### Problem to solve
Look through the records and copy each line that has "Left" in it.

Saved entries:
┄┄┄┄┄┄┄┄┄┄
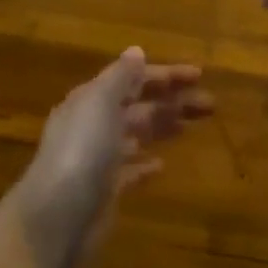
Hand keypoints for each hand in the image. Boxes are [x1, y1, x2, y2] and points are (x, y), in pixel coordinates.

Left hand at [13, 49, 211, 267]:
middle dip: (172, 101)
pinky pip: (129, 171)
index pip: (132, 79)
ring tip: (191, 126)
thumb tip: (136, 51)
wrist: (57, 217)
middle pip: (138, 106)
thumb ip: (120, 76)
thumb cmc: (81, 150)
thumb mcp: (100, 102)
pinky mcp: (105, 191)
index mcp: (91, 99)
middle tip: (210, 104)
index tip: (199, 75)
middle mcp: (94, 124)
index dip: (165, 75)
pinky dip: (145, 165)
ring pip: (137, 134)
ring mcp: (99, 158)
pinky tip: (162, 166)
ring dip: (163, 127)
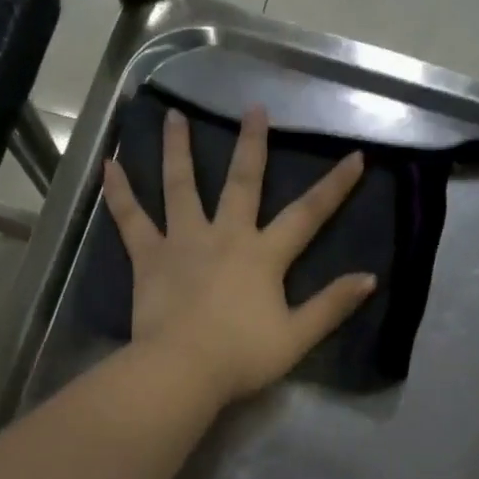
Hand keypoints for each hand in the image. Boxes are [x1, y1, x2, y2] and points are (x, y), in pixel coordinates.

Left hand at [101, 105, 375, 404]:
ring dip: (178, 149)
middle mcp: (225, 236)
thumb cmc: (242, 356)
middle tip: (254, 108)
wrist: (182, 369)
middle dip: (252, 144)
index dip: (334, 186)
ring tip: (174, 115)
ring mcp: (183, 242)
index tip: (355, 156)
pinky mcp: (148, 257)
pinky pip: (131, 219)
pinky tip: (109, 165)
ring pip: (180, 186)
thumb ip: (332, 306)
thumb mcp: (297, 337)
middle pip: (241, 182)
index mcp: (263, 255)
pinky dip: (119, 192)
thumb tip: (370, 278)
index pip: (307, 215)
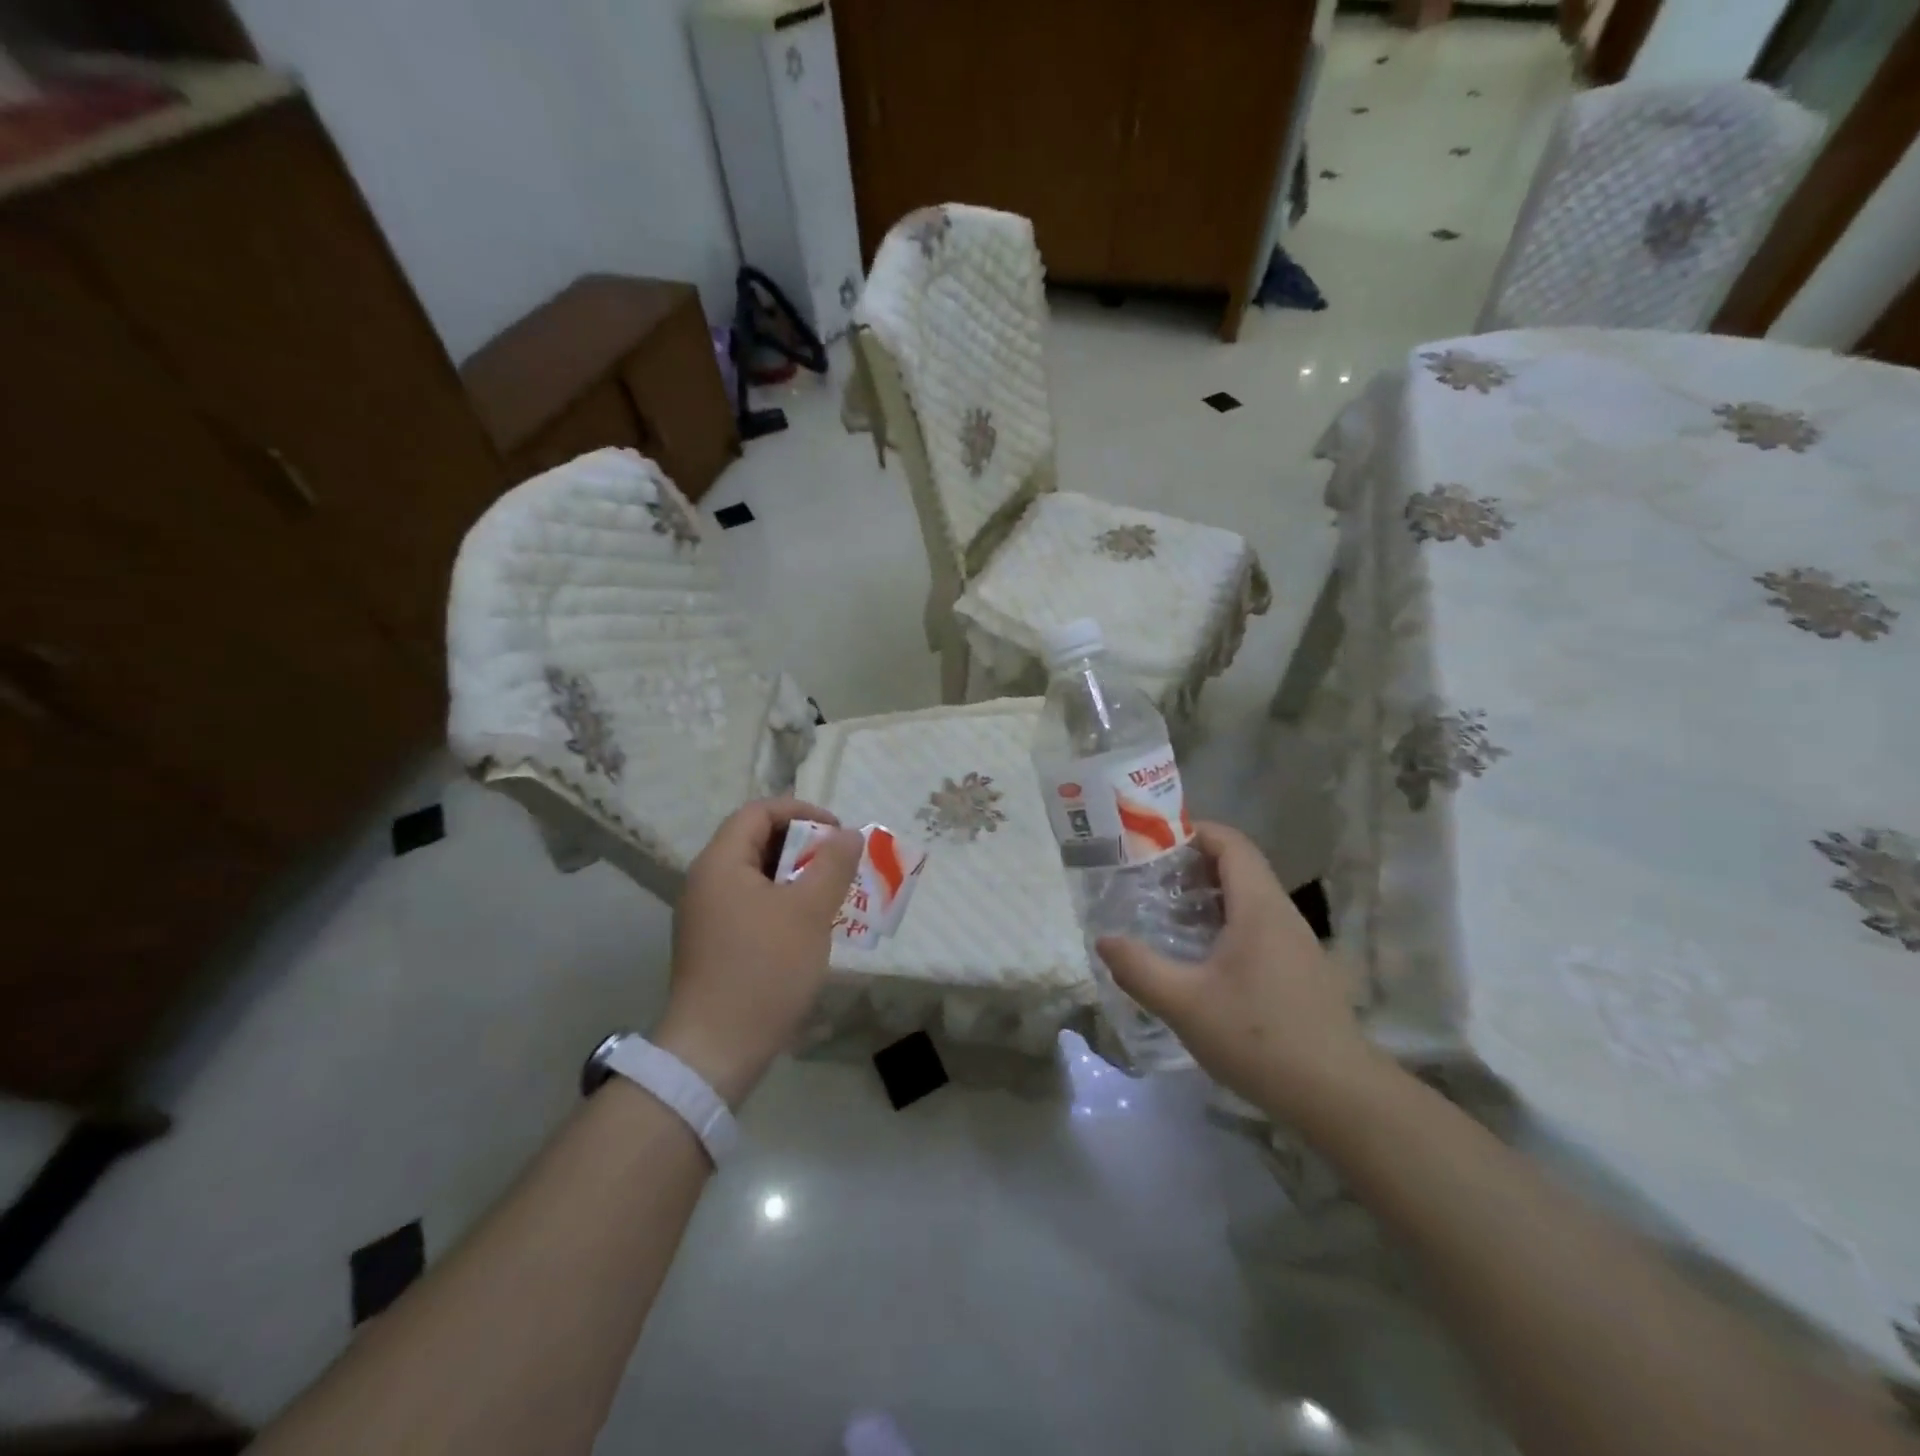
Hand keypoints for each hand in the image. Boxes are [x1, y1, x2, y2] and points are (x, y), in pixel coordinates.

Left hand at [655, 798, 862, 1105]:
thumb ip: (832, 864)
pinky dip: (782, 903)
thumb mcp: (809, 911)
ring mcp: (706, 916)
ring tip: (831, 893)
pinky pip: (751, 905)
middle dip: (803, 845)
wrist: (716, 1050)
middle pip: (755, 841)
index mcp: (720, 863)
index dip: (801, 812)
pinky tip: (809, 927)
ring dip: (796, 876)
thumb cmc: (765, 969)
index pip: (758, 812)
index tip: (838, 832)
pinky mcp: (713, 945)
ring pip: (756, 876)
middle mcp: (706, 882)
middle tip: (839, 863)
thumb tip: (848, 834)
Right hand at [1096, 822, 1378, 1126]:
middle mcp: (1282, 915)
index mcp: (1259, 907)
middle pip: (1240, 867)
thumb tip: (1104, 940)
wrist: (1339, 1097)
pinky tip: (1202, 957)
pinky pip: (1260, 926)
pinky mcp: (1302, 971)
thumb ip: (1139, 969)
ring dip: (1210, 896)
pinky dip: (1227, 923)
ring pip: (1251, 899)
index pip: (1231, 844)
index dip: (1195, 832)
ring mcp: (1298, 944)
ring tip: (1167, 914)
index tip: (1153, 842)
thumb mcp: (1185, 1004)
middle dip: (1193, 864)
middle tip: (1148, 879)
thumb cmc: (1259, 1039)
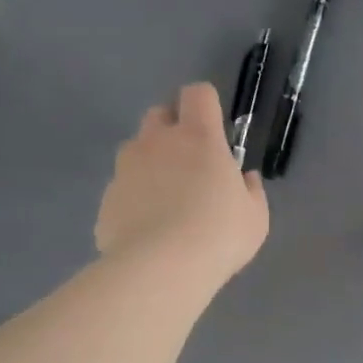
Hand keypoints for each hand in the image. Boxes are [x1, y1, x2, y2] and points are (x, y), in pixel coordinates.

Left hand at [96, 83, 267, 288]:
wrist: (160, 269)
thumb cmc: (219, 235)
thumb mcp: (255, 216)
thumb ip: (250, 190)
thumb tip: (244, 179)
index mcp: (199, 137)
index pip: (197, 94)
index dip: (205, 104)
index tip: (214, 128)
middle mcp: (157, 142)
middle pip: (159, 114)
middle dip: (172, 129)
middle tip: (190, 163)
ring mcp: (126, 169)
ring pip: (135, 151)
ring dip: (150, 164)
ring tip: (166, 201)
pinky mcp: (106, 199)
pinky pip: (122, 189)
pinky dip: (134, 199)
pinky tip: (147, 230)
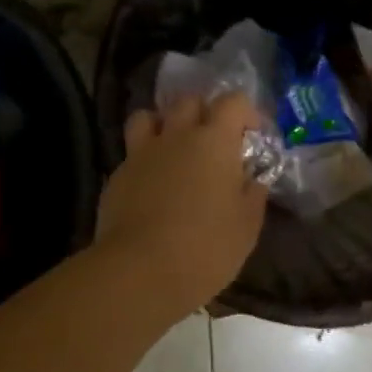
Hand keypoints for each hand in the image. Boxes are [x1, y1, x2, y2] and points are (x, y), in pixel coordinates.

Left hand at [97, 92, 268, 313]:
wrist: (140, 270)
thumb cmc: (205, 248)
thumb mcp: (246, 226)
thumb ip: (253, 195)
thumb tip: (254, 179)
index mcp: (214, 141)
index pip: (233, 101)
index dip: (246, 112)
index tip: (251, 135)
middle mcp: (177, 135)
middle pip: (189, 101)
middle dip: (204, 113)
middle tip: (213, 142)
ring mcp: (142, 152)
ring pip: (148, 116)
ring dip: (163, 125)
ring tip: (173, 149)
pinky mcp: (118, 174)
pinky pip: (132, 151)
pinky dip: (144, 158)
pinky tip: (150, 183)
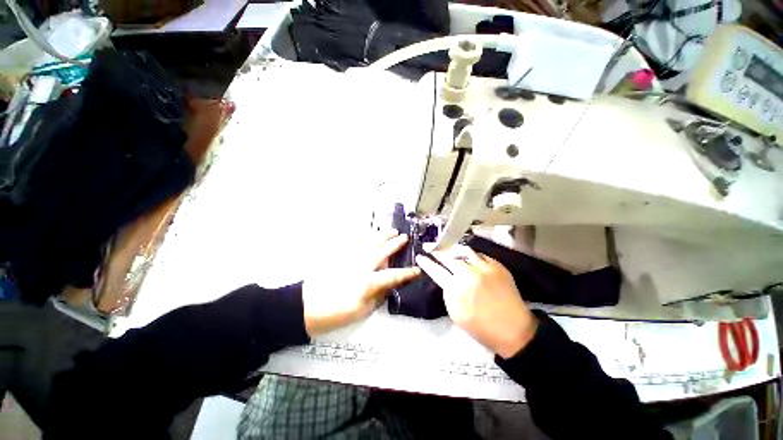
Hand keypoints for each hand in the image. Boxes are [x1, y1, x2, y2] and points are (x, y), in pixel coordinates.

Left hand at [303, 231, 420, 335]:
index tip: (417, 269)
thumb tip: (387, 289)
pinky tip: (372, 236)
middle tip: (405, 237)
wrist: (305, 306)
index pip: (393, 276)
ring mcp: (352, 260)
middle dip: (395, 245)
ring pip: (371, 245)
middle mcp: (363, 267)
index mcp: (368, 282)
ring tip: (392, 230)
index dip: (407, 273)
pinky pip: (358, 245)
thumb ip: (376, 298)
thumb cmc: (334, 314)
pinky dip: (368, 239)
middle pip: (382, 253)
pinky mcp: (343, 258)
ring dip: (383, 237)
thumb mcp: (360, 312)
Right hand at [415, 245, 537, 357]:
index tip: (421, 256)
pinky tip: (469, 258)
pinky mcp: (498, 266)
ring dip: (454, 250)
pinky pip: (480, 255)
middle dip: (438, 252)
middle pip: (449, 257)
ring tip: (450, 250)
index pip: (436, 270)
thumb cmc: (481, 327)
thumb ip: (448, 292)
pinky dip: (471, 255)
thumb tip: (445, 279)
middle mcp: (469, 274)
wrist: (514, 330)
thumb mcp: (455, 314)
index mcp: (456, 290)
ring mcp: (485, 268)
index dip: (427, 262)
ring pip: (464, 251)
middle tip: (432, 248)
┄┄┄┄┄┄┄┄┄┄
### Solution for this task
Left hand at [13, 49, 211, 267]:
Left hand at [101, 105, 375, 404]:
Left hand at [655, 798, 862, 1105]:
Left hand at [96, 83, 267, 288]:
Left hand at [97, 92, 268, 313]:
Left hand at [303, 231, 420, 335]:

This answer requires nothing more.